Wow, he seriously took a chunk out of that poor girl. I am really going to hope that whatever happened to her before that was mutually agreed-upon, because the whole scene looks pretty bad. And somehow, Lady Jayne catches the scent of vampiry in the wind and arrives just in time to miss Dracula as he runs off around the back. Like they are literally both in the same frame, it's a hilariously close call. So there's nothing left for Jayne to do but preventatively slice off Sinead's head with her Kukri knife. (Was the final outcome this graphic in the version we saw on Friday night?
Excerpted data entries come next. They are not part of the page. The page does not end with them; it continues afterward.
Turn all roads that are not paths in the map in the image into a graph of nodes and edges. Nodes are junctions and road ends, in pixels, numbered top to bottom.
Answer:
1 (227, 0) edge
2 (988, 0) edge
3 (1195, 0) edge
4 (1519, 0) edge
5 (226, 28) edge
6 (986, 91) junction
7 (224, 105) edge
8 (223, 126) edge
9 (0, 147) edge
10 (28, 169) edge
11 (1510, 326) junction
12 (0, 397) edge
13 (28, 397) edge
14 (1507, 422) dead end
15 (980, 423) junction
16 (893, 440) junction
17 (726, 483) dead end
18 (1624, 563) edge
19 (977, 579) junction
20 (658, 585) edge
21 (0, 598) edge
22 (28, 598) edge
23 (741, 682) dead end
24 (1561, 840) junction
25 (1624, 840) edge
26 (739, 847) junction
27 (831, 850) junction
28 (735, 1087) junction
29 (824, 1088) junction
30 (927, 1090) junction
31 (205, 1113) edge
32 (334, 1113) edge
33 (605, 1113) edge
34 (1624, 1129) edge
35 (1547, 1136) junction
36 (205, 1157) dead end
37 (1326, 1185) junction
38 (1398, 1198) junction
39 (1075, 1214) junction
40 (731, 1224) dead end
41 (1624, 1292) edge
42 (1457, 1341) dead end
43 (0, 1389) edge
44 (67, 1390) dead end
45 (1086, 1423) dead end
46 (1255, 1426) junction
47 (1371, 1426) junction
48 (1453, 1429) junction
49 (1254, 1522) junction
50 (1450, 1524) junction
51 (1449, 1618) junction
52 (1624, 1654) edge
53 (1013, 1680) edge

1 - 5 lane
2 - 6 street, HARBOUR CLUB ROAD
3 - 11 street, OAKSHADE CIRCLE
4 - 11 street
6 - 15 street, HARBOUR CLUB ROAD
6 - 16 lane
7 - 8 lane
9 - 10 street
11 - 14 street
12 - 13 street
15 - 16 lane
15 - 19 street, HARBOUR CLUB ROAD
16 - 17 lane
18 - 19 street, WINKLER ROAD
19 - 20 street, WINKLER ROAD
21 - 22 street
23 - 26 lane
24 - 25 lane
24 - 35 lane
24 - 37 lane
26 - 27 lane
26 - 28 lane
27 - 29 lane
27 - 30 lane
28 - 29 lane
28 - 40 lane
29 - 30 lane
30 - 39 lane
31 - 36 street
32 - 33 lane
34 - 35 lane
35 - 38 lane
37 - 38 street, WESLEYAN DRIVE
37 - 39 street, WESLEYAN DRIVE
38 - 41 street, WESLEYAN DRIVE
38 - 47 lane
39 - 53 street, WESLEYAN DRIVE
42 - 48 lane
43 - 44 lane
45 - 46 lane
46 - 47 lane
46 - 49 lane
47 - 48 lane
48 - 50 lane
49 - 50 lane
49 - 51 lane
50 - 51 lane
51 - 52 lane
Or it was, and I was just clinging to consciousness again?) And we end with Dracula with a grin full of gore on the rooftops, because he is terrible. As he should be.

@cleolinda: Just now fully processing what horrifying dreams I had [last night]. Like sort of hilariously, unbelievably awful.

@cleolinda: Recapped Hannibal, slept like a baby. Recap Dracula, get two weeks of the weirdest goriest dreams I've had in my entire life.

I will try to take a nap before tonight's episode, though.